## How to complete this task
Every record is to be copied unchanged, except that its pictures are removed.

## Input data
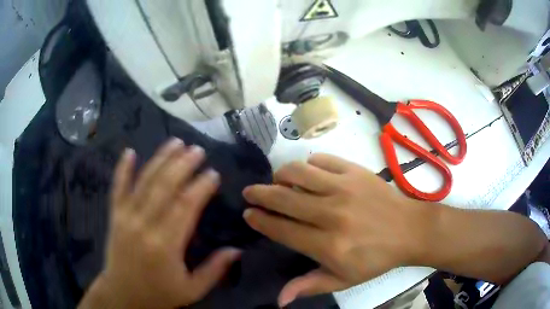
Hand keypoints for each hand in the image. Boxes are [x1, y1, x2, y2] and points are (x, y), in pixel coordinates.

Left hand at [79, 139, 240, 308]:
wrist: (123, 295)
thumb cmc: (159, 294)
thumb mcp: (192, 290)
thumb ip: (214, 270)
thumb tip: (237, 250)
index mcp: (166, 245)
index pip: (186, 207)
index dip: (200, 187)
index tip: (213, 173)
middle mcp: (144, 225)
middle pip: (164, 187)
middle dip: (182, 165)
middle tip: (197, 149)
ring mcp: (126, 217)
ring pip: (144, 182)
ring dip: (160, 159)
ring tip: (175, 142)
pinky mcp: (114, 216)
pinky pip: (117, 188)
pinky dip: (122, 169)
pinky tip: (129, 151)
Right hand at [242, 154, 426, 306]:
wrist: (409, 229)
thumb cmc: (376, 258)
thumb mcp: (343, 280)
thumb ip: (309, 286)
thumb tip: (278, 299)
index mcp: (328, 246)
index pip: (282, 230)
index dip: (261, 221)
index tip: (248, 215)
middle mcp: (332, 214)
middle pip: (284, 199)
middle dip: (260, 194)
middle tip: (250, 193)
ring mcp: (344, 188)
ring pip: (298, 173)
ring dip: (280, 175)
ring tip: (277, 181)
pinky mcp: (355, 171)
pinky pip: (321, 160)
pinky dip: (309, 165)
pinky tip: (308, 173)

## Answer
Hand keypoints for each hand in the image. Boxes are [x1, y1, x2, y2] and points are (x, y), in pixel coordinates.

Left hand at [79, 139, 240, 308]:
wrist: (123, 295)
thumb cmc: (159, 294)
thumb mcp: (192, 290)
thumb ip: (214, 270)
thumb tip: (237, 250)
index mcp: (166, 245)
index pip: (186, 207)
index dip: (200, 187)
index tip: (213, 173)
middle mcp: (144, 225)
middle pip: (164, 187)
middle dip: (182, 165)
middle tip: (197, 149)
ring mcp: (126, 217)
ring pip: (144, 182)
ring dip: (160, 159)
ring tip: (175, 142)
pinky mcp: (114, 216)
pinky pip: (117, 188)
pinky dip: (122, 169)
pinky tip: (129, 151)
Right hand at [242, 154, 426, 306]:
wrist: (409, 229)
thumb cmc: (376, 258)
thumb mcp: (343, 280)
thumb ip: (309, 286)
thumb tip: (278, 299)
index mcp: (328, 246)
index pip: (282, 230)
index dip: (261, 221)
index tip: (248, 215)
middle mcp: (332, 214)
middle pip: (284, 199)
middle dip: (260, 194)
middle tip: (250, 193)
ring mcp: (344, 188)
ring pip: (298, 173)
ring dip: (280, 175)
ring tip: (277, 181)
pinky mcp: (355, 171)
pinky pip: (321, 160)
pinky dip: (309, 165)
pinky tip: (308, 173)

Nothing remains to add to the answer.